Manchmal verlässt man auch den Swimming-Pool, den Schreibtisch oder die Hängematte und setzt sich einfach so in den Schatten. Der Rasen wird immer gesprengt, da ist es schön kühl. Da sitzt man dann und dreht den Affen eine lange Nase. Aber halt, Affen gibt es hier nicht. Nicht einmal Krokodile, die sollen glücklicherweise irgendwann mal ausgerottet worden sein. Heute gibt es nur noch Schildkröten am Strand, die sind schön harmlos. Ich habe keine gesehen, nur eine Schildkröten-Rettungs-Initiative, die die Schildkröten-Eier vor dem Verspeist-Werden bewahren will. Ich halte schon normale Eier für keinen besonderen Genuss.

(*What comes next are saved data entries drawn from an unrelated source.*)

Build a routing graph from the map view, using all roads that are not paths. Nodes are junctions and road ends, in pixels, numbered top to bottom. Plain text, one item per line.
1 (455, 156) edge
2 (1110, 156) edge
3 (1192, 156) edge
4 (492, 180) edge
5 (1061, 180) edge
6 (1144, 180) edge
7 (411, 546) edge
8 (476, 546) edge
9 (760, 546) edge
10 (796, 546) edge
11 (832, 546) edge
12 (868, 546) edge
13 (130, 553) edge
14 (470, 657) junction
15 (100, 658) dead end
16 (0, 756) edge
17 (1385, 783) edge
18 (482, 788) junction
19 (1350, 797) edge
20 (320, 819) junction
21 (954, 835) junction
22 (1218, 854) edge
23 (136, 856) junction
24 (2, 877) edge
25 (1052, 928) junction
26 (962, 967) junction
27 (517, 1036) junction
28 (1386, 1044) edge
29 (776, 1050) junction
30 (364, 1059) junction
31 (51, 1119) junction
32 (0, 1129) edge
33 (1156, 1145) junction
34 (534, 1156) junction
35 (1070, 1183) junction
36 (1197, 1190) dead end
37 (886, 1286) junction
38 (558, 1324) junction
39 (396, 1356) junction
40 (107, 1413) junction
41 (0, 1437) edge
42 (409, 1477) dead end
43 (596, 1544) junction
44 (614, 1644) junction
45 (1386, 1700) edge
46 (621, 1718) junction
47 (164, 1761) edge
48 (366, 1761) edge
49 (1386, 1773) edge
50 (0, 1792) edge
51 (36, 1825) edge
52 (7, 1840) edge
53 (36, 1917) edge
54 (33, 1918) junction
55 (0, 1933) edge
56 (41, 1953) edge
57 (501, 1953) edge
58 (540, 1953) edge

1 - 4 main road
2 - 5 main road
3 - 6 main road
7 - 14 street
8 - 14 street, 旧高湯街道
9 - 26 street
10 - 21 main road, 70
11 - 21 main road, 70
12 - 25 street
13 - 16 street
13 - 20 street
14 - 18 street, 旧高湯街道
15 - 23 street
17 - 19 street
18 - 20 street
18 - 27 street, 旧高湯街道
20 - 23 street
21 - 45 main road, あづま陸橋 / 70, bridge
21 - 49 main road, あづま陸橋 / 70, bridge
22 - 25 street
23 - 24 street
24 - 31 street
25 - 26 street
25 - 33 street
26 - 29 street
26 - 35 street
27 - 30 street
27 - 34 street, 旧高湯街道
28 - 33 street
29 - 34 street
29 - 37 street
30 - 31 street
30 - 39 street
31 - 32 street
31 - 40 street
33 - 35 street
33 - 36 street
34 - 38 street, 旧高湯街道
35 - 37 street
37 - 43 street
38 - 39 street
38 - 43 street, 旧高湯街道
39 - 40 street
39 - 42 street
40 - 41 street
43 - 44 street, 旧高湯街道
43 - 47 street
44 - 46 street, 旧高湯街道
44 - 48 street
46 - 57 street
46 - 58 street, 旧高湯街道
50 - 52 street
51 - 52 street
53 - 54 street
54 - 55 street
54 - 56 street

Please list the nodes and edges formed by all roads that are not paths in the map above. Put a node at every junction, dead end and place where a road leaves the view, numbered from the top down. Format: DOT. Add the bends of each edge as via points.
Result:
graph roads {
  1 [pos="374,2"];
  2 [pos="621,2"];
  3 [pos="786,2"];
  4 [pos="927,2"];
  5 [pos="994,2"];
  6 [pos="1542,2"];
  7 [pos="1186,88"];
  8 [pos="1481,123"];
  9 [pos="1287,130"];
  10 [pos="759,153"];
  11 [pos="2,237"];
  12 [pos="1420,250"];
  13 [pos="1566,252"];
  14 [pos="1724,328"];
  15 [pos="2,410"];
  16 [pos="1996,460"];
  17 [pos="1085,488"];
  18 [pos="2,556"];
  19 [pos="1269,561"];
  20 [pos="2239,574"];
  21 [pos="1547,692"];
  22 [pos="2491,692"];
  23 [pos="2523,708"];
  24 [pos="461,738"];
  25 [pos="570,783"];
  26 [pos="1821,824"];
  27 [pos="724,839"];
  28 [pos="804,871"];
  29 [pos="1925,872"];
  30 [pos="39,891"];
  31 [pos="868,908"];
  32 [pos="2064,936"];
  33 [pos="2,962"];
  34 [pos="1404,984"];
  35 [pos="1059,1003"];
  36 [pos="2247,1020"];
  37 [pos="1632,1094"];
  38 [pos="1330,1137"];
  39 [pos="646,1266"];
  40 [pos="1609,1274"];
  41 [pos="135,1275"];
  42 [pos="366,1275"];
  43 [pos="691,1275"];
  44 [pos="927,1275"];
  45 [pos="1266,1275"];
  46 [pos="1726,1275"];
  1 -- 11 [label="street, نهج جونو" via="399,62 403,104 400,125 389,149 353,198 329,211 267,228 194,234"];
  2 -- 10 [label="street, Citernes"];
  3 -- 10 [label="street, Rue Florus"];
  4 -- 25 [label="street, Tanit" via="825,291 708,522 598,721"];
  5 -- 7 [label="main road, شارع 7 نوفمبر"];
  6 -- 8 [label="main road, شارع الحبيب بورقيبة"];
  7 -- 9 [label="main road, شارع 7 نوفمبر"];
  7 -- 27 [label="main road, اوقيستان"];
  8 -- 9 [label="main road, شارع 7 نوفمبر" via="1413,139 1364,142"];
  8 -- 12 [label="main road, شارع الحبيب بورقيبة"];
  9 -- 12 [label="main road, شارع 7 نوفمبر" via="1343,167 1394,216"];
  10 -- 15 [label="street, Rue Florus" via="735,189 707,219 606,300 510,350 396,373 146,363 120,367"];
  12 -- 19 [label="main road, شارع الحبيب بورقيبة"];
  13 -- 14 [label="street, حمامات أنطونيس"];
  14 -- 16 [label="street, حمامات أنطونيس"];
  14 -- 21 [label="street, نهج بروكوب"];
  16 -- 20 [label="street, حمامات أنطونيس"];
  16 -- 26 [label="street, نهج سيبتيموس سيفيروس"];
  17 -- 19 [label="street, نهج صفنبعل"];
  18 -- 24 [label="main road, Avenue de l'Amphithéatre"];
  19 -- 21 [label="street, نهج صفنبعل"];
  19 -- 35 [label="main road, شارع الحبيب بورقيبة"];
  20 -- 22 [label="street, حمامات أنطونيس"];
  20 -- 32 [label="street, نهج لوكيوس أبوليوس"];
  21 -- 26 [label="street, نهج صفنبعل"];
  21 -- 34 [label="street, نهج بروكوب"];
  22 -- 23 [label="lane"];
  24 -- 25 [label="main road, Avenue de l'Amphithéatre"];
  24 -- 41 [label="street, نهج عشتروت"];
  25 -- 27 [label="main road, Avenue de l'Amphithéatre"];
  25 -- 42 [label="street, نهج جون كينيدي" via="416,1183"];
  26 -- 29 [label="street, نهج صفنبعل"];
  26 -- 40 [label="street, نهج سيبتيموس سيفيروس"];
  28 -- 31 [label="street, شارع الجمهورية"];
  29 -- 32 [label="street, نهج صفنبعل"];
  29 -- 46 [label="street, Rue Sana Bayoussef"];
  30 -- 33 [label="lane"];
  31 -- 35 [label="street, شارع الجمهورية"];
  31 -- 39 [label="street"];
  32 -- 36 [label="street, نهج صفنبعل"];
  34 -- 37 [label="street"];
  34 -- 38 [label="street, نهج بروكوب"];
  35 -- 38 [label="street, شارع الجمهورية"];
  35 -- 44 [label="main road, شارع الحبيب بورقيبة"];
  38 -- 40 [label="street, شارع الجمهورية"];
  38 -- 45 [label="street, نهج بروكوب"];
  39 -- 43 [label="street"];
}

So sitze ich denn am liebsten in meiner Klosterzelle, den Schweiß auf der Stirn, aber froh, in der relativen Dunkelheit hier drinnen etwas auf dem Bildschirm erkennen zu können. Klimaanlage gibt es keine, ist bei Behausungen für Asketen auch auch eher unüblich. Fließend warmes Wasser auch nicht, scheint bei 30 Grad Luft-, Raum- und Wassertemperatur auch nicht unbedingt nötig. Nicht unbedingt, aber morgens, wenn man das wärmende Laken wegzieht und sich unter die Dusche stellt, dann machen 5 - 7 Grad dann doch schon was aus. Statt Klimaanlage dreht sich oben ein Propeller. Ob er surrt, hört man nicht, denn drinnen ist es so laut wie draußen. Nicht weil die Fenster und Türen landestypisch schlecht schließen, sondern weil zwischen Wand und Dach ein 20cm großer Zwischenraum gelassen worden ist - wegen der Ent- und Durchlüftung. Der Zwischenraum ist mit einem Fliegengitter verschlossen, damit die tropischen Vögel nicht hereinfliegen und auf das Bett scheißen. Ob und wann die großen Fledermäuse, die hier nachts herumflattern, scheißen, habe ich nicht herausbekommen. Wollte ich aber auch nicht wissen.